Wise is an investigator for the Government Accountability Office, the government's watchdog group. His mission is to figure out why the government owns so many buildings, like this one, that it doesn't use.
The 132-year-old brick structure is sitting on prime real estate six blocks from the White House. It was once a school, but it's been vacant for almost three decades.
"All the walls are peeled, there's collapsed ceilings, there's moisture problems. It runs pretty much the gamut," Wise says.
Government estimates suggest there may be 77,000 empty or underutilized buildings across the country. Taxpayers own them, and even vacant, they're expensive. The Office of Management and Budget says these buildings could be costing taxpayers $1.7 billion a year.
That's because someone has to mow the lawns, keep the pipes from freezing, maintain security fences, pay for some basic power — even when the buildings are just sitting empty.
"To see a building that's 28,000 square feet, just boarded up three stories — it's really a shame not to have it ... put to a use that would be of benefit to taxpayers and citizens as a whole," Wise says.
An Unreliable List
But doing something with these buildings is a complicated job, partly because the federal government does not know what it owns.
Wise and his colleagues have been using the only known centralized database that the government has, the Federal Real Property Profile, and it's not reliable, he says.
"We'd see a building that maybe looked something like this, and the data would say it was 100 percent utilized, and we'd look around and see nobody," he says. "We'd go to other buildings, and [the list would] say it was unutilized, and we'd find that the building was overcrowded."
Some buildings listed as being in great shape had trees growing through the roofs. And many buildings weren't even on the list.
Sen. Tom Carper, a Democrat from Delaware, is one of the lawmakers pushing to get a clearer picture.
"We don't know how many properties we have, we don't know which ones we own, which ones are leased," he says. "We don't know whether we ought to be building or buying instead of leasing."
But Carper says that even when an agency knows it has a building it would like to sell, bureaucratic hurdles limit what it can do. No federal agency can sell anything unless it's uncontaminated, asbestos-free and environmentally safe. Those are expensive fixes.
Then the agency has to make sure another one doesn't want it. Then state and local governments get a crack at it, then nonprofits — and finally, a 25-year-old law requires the government to see whether it could be used as a homeless shelter.
Many agencies just lock the doors and say forget it.
Carper has introduced legislation to streamline the process. "We know what we're doing right now doesn't work," he says.
A panel made up of the Office of Management and Budget and other agencies is trying to tackle the problem. But the keeper of the property database is the General Services Administration.
Dan Tangherlini inherited it when he took over as GSA administrator two years ago. Tangherlini says he wants to see an accurate list so agencies don't wind up leasing space when they could use an empty government office somewhere.

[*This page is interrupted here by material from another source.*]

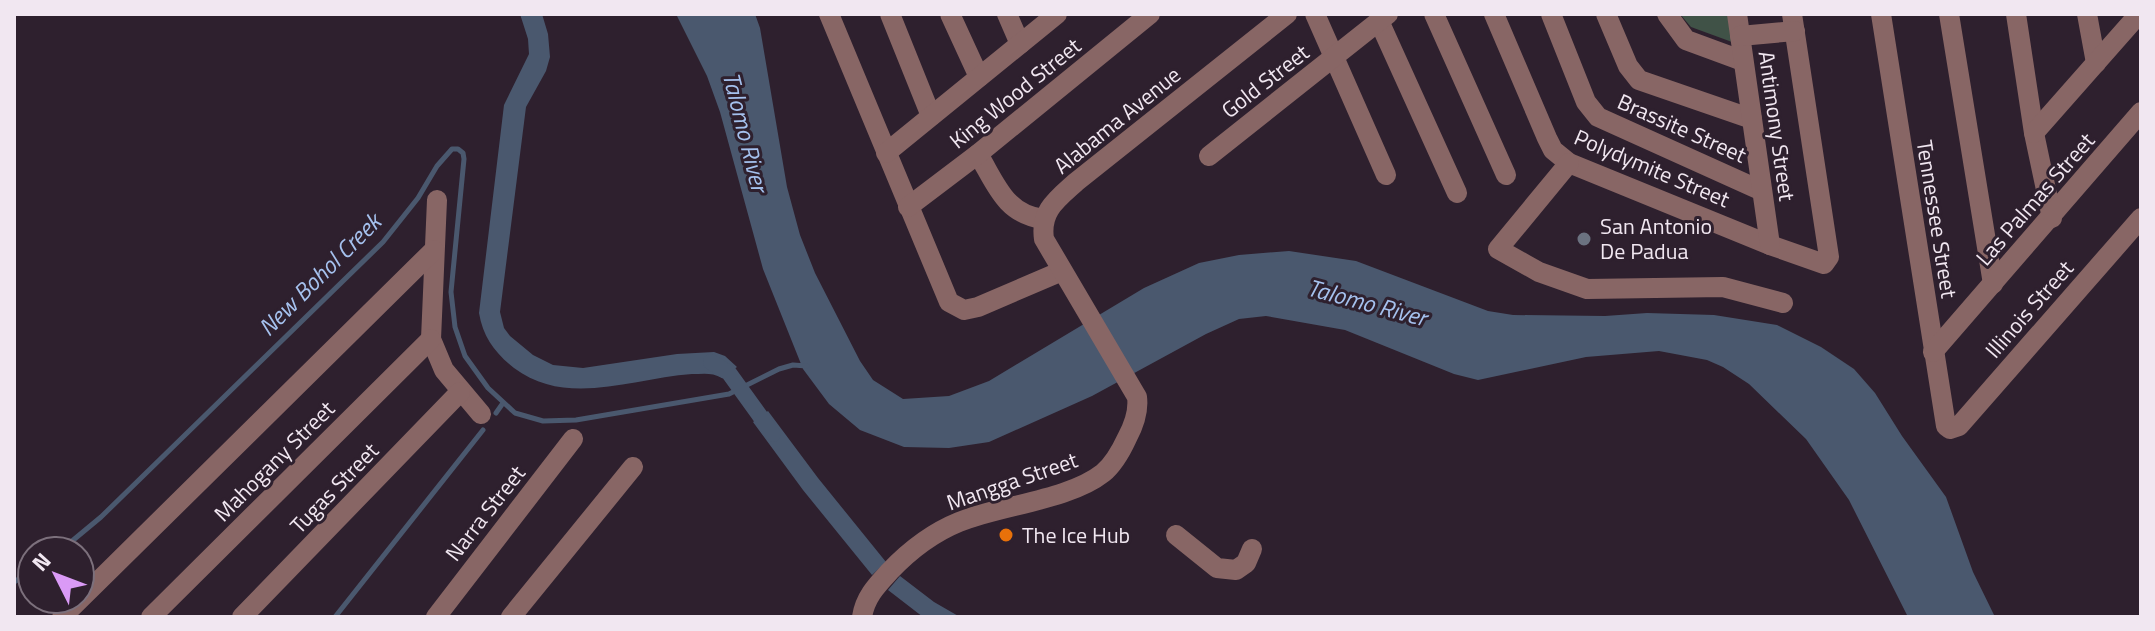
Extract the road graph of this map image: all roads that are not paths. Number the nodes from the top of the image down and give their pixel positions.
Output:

"We're not arguing that the data can't be better and [that] it shouldn't be better. In fact, we're working really hard to make it better," he says. "But we're really interested in making it useful."
He also wants to know which agencies can shrink their workspace, like the GSA did. Tangherlini's predecessors had a 1,600-square-foot office with floor-to-ceiling carved walnut paneling and silver-plated chandeliers. Tangherlini turned it into a common area that any employee can use. His office is now a large room with 50 GSA officials sitting at desks.
The downsizing was part of his agency's consolidation plan to get rid of old office buildings and save $24 million, he says.
"I think that people would have detected the cognitive dissonance if I had been sitting in that office, telling them how they have to save money by saving space," he says.
Tangherlini says space-sharing is the future for government agencies. They just have to figure out where all the space is — and whether or not it's empty.